Sunday, November 10, 2013

Slow-growing Charlotte’s Web yields marijuana designed for kids

 
Slow-growing Charlotte’s Web yields marijuana designed for kids
Low in THC, the compound that gives users a high, this specialized plant is in high demand.
First Published Nov 10 2013 01:01 am • Last Updated Nov 10 2013 01:01 am
COLORADO SPRINGS • Preparing Charlotte’s Web is a protracted, tedious process that starts at "the grow," two massive greenhouses on 56 acres of spring-fed land at an undisclosed location in the mountains.
It’s harvest time and the greenhouses are full of towering plants.
Colorado’s sunny climate allows the nonprofit Realm of Caring Foundation to grow marijuana year-round. It gets two harvests a year, but hopes to ramp up production to three to four harvests through a light deprivation strategy that causes the plants to flower in winter.
About a third of each greenhouse is devoted to Charlotte’s Web, a shorter, squattier plant that grows more slowly than other varieties. The plant is high in cannabidiol (CBD) but low in tetrahydrocannabinol (THC), the component of marijuana that creates a high in users.
It’s in such high demand by parents of ill children, typically kids with epilepsy, that Realm can’t immediately supply them all.
"It keeps cutting into our THC growing, which has been necessary to move families off the waiting list," said 34-year-old Joel Stanley, one of six brothers running the foundation. "But we are walking a fine line" financially, he said, because Charlotte’s Web is sold almost at cost.
It takes 13 to 14 workers to tend the plants. Dogs roam the property, which is fenced and under 24-hour camera surveillance.
After the plants are harvested, they are hung to dry and cured like tobacco. They are trimmed, weighed and vacuum sealed into food-grade bags for shipment to dispensaries. 
Everything is labeled and carefully inventoried, and every part of the plant is used, including the stems as fertilizer.
Charlotte’s Web is sent to Realm’s lab, an industrial kitchen in Denver overseen by 32-year-old Jesse Stanley.

 
 
Buds and leaves are stripped from the stems and soaked for hours in grain alcohol to extract the cannabinoids, Jesse Stanley explained. The resulting dark amber-colored liquid is strained through a fine mesh to remove all plant material and poured into a rotary evaporator to remove the alcohol. 
A device used in chemical laboratories, the "rotovap" allows for liquid solvents — in this case, a CBD extract — to be quickly and gently removed without excessive heating.

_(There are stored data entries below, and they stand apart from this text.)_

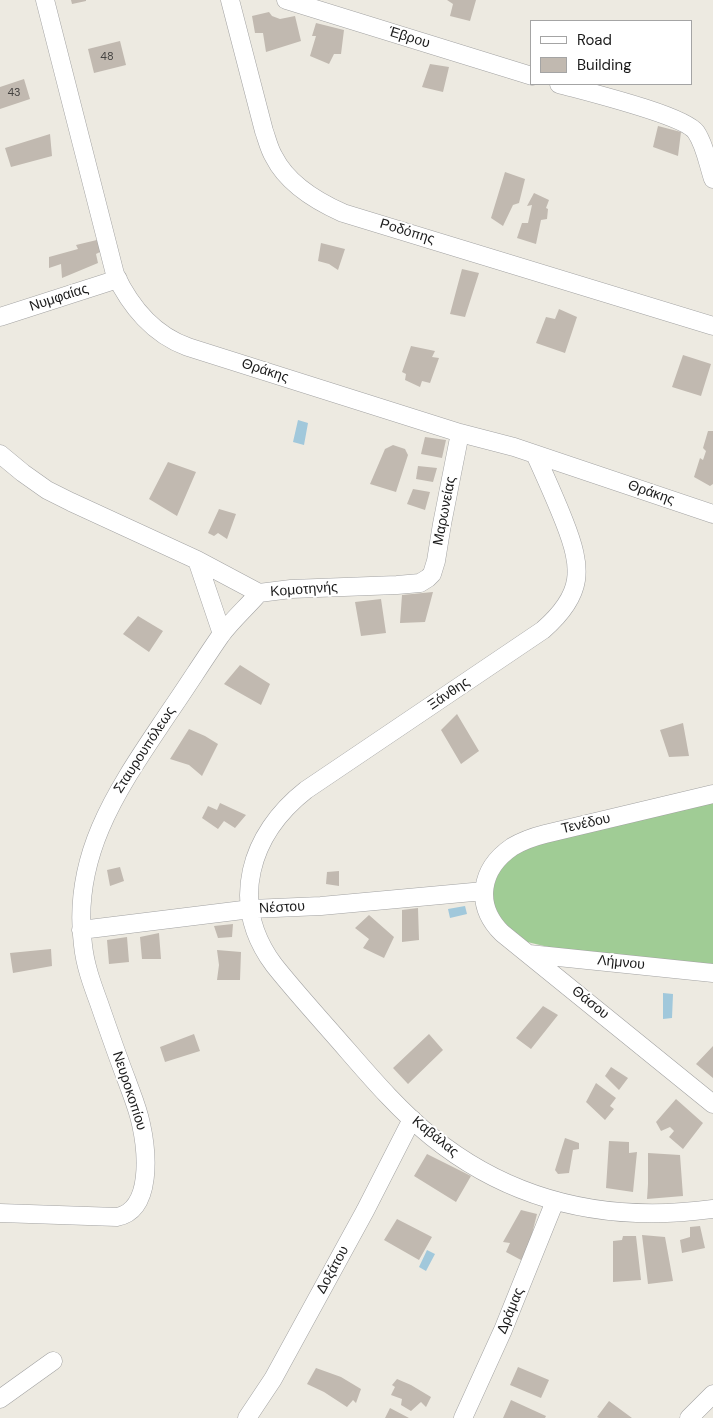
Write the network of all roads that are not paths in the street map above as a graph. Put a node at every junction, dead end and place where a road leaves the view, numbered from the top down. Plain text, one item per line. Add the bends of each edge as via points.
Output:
1 (45, 0) edge
2 (230, 0) edge
3 (286, 0) edge
4 (530, 75) edge
5 (562, 85) edge
6 (713, 179) edge
7 (118, 279) junction
8 (0, 317) edge
9 (713, 326) edge
10 (460, 433) junction
11 (0, 454) edge
12 (535, 454) junction
13 (713, 514) edge
14 (197, 560) junction
15 (420, 583) joint
16 (259, 593) junction
17 (222, 634) junction
18 (713, 794) edge
19 (484, 891) junction
20 (251, 909) junction
21 (81, 930) junction
22 (529, 954) junction
23 (713, 973) edge
24 (713, 1104) edge
25 (412, 1119) junction
26 (555, 1201) junction
27 (713, 1209) edge
28 (0, 1213) edge
29 (53, 1361) dead end
30 (713, 1394) edge
31 (0, 1399) edge
32 (247, 1418) edge
33 (463, 1418) edge
34 (689, 1418) edge

1 - 7 street, Θράκης
2 - 9 street, Ροδόπης via 271,152 286,173 313,196 343,212
3 - 4 street, Έβρου
5 - 6 street via 668,116 688,125 703,146
7 - 8 street, Νυμφαίας
7 - 10 street, Θράκης via 142,316 178,343
10 - 12 street, Θράκης
10 - 15 street, Μαρωνείας via 436,561 432,574
11 - 14 street, Κομοτηνής via 47,490
12 - 13 street, Θράκης
12 - 20 street, Ξάνθης via 576,555 576,580 568,603 553,622 533,638 287,806 266,833 254,861 250,881
14 - 16 street, Κομοτηνής
14 - 17 street
15 - 16 street, Κομοτηνής
16 - 17 street, Σταυρουπόλεως
17 - 21 street, Σταυρουπόλεως via 121,785 104,817 86,870
18 - 19 street, Τενέδου via 526,840 498,859 488,875
19 - 20 street, Νέστου
19 - 22 street, Θάσου via 485,905 492,921
20 - 21 street, Νέστου
20 - 25 street, Καβάλας via 257,935 274,965 372,1079
21 - 28 street, Νευροκοπίου via 88,972 141,1124 146,1163 141,1193 130,1211 117,1217
22 - 23 street, Λήμνου
22 - 24 street, Θάσου
25 - 26 street, Καβάλας via 432,1138 475,1167 520,1190
25 - 32 street, Δοξάτου via 273,1379
26 - 27 street, Καβάλας via 629,1214
26 - 33 street, Δράμας
29 - 31 street
30 - 34 street

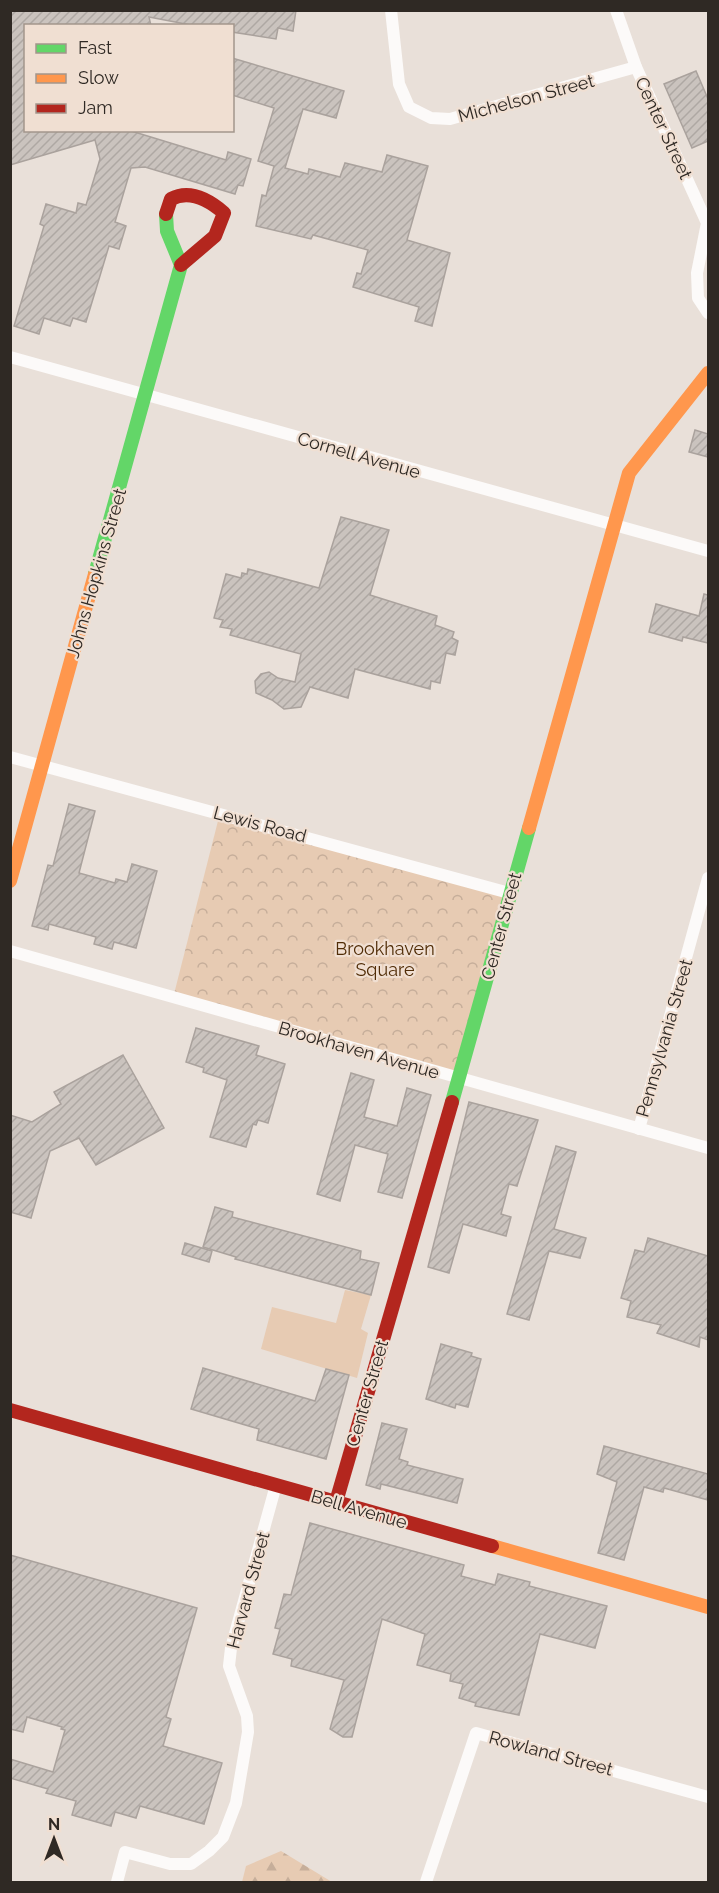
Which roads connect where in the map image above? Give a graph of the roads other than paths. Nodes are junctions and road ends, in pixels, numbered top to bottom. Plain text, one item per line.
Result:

The end product is a gummy substance thicker than pancake syrup.
"We can do about a liter-and-a-half an hour," said Bryson Rast, a lab technician the Stanley brothers hired away from the pharmaceutical and nutritional supplement industries. 
The brothers also just acquired a high-performance liquid chromatography machine, which they’ll use to validate samples, or measure the amount of CBD and THC in each batch. Currently samples are sent out for testing, which is expensive, said Jesse Stanley. 

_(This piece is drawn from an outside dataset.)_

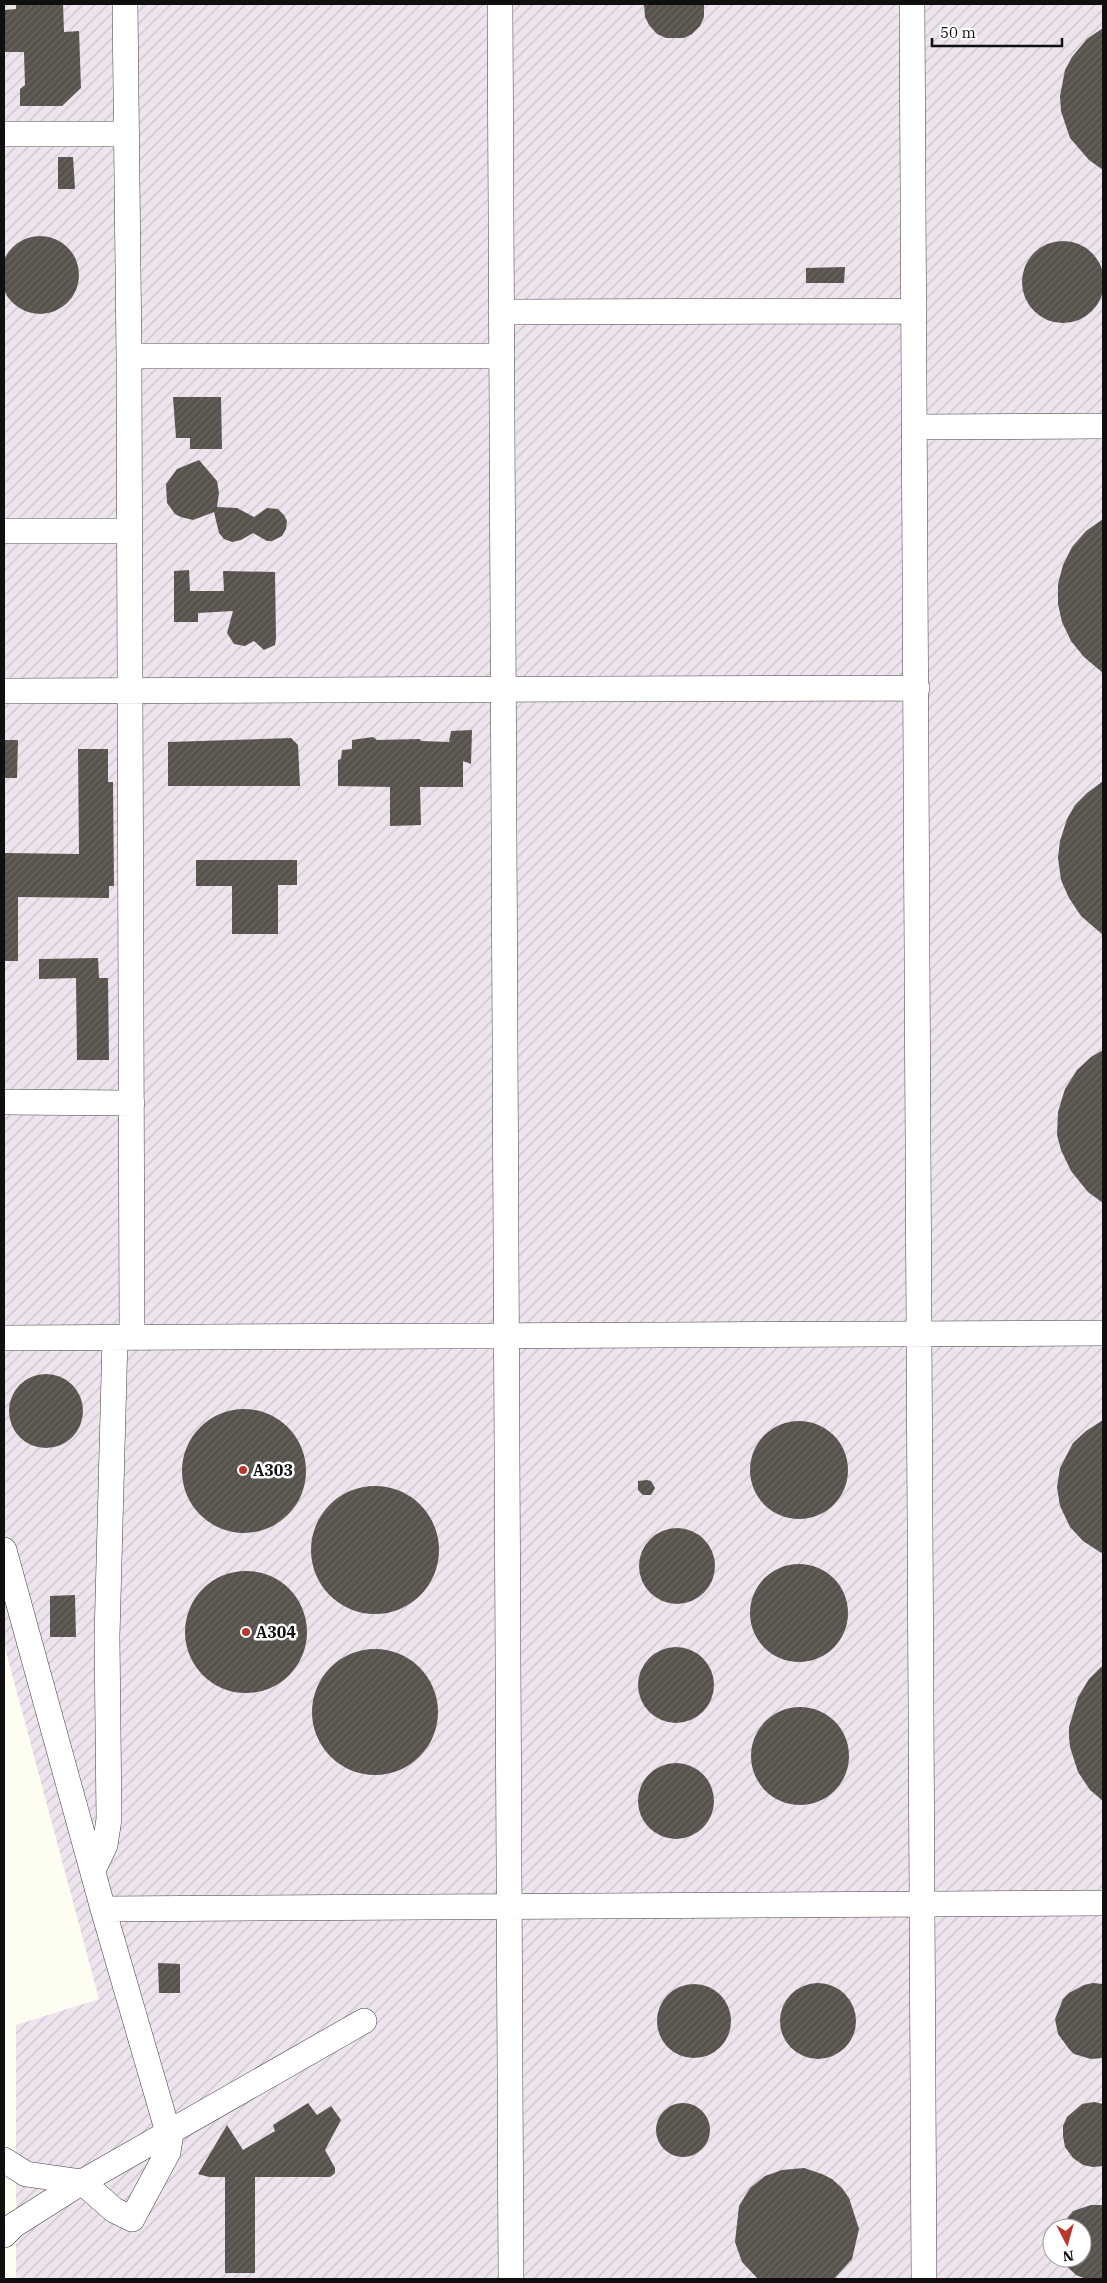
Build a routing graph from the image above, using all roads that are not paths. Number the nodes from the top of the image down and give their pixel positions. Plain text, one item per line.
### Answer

When the samples return, he dilutes them with olive oil.
"It’s primitive the way we do things, but accurate," he said. "Quality control is our goal."

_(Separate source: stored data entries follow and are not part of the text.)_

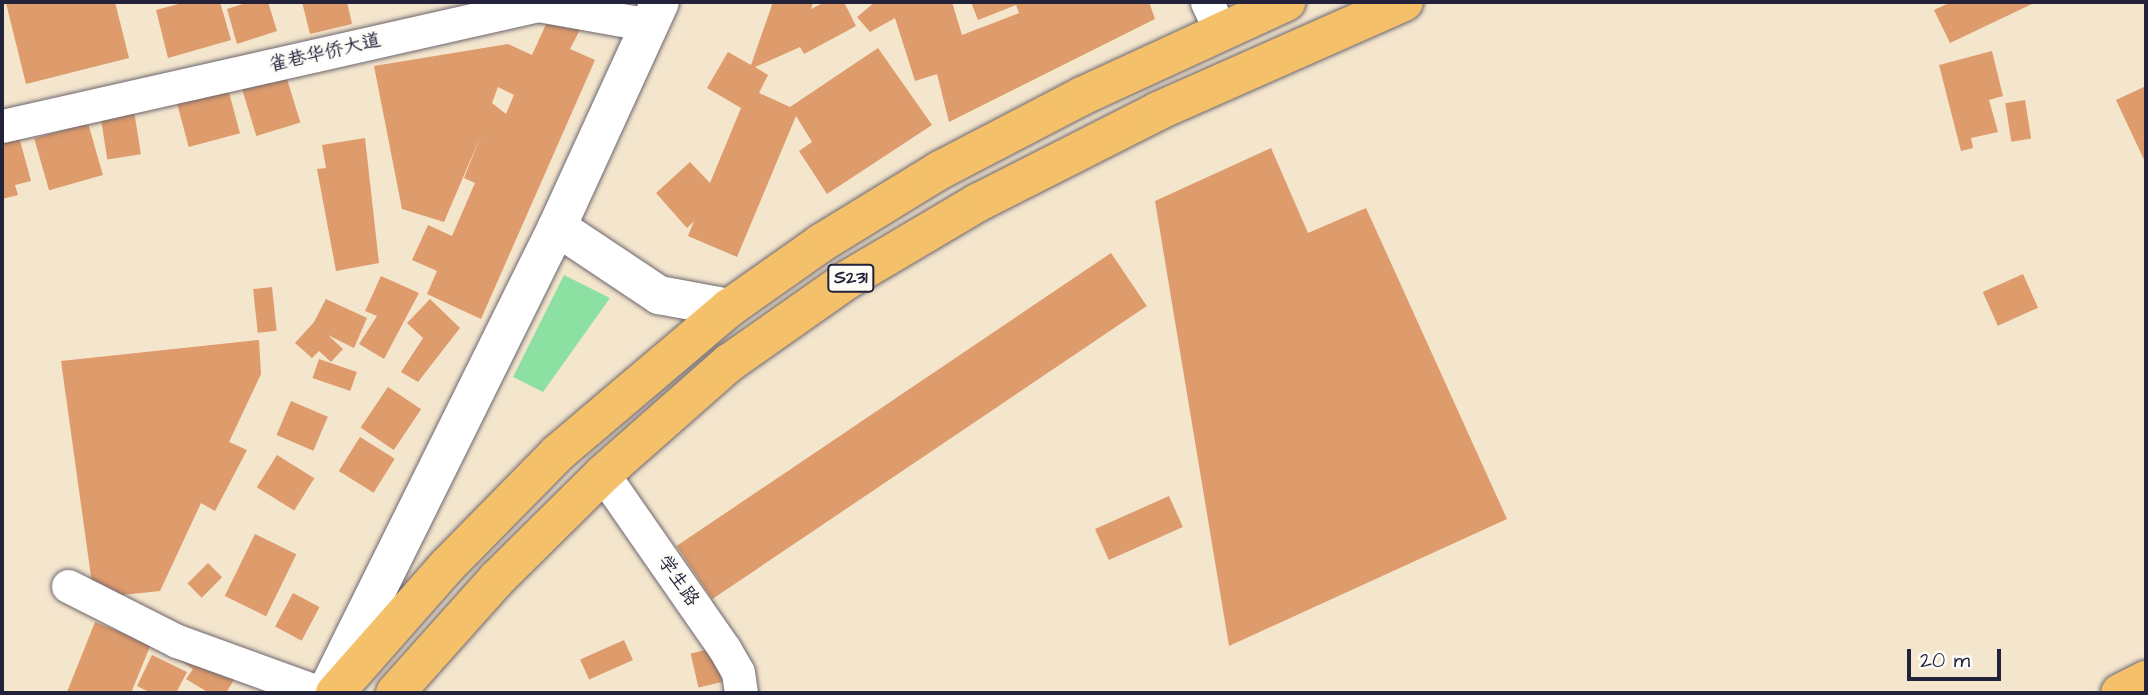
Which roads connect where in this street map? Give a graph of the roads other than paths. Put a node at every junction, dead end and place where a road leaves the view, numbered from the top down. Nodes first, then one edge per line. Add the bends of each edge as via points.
1 (1286, 2) edge
2 (1404, 2) edge
3 (655, 13) edge
4 (1214, 17) edge
5 (2, 126) edge
6 (557, 227) junction
7 (729, 308) junction
8 (603, 474) junction
9 (68, 586) dead end
10 (2146, 680) edge
11 (321, 693) edge
12 (326, 693) edge
13 (335, 693) edge
14 (395, 693) edge
15 (741, 693) edge
16 (2120, 693) edge

1 - 4 main road, S231
2 - 8 main road, S231 via 1158,111 979,202 847,280 729,363
3 - 5 street, 雀巷华侨大道 via 538,5
3 - 6 street
4 - 7 main road, S231 via 1082,96 940,170 821,243
6 - 7 street via 659,295
6 - 12 street
7 - 13 main road, S231 via 558,453 446,567
8 - 14 main road, S231 via 497,579
8 - 15 street, 学生路 via 724,648 738,672
9 - 11 street via 177,641
10 - 16 main road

Colorado Springs physician Margaret Gedde who is tracking children who are using Charlotte’s Web, said there are other growers that sell low-THC products.
"But so far nobody has stepped up like the Realm of Caring has to provide this to kids and do it in a way that is safe," said Gedde. "They grow it safely and test the batches so we know the actual milligrams and it can be accurately dosed."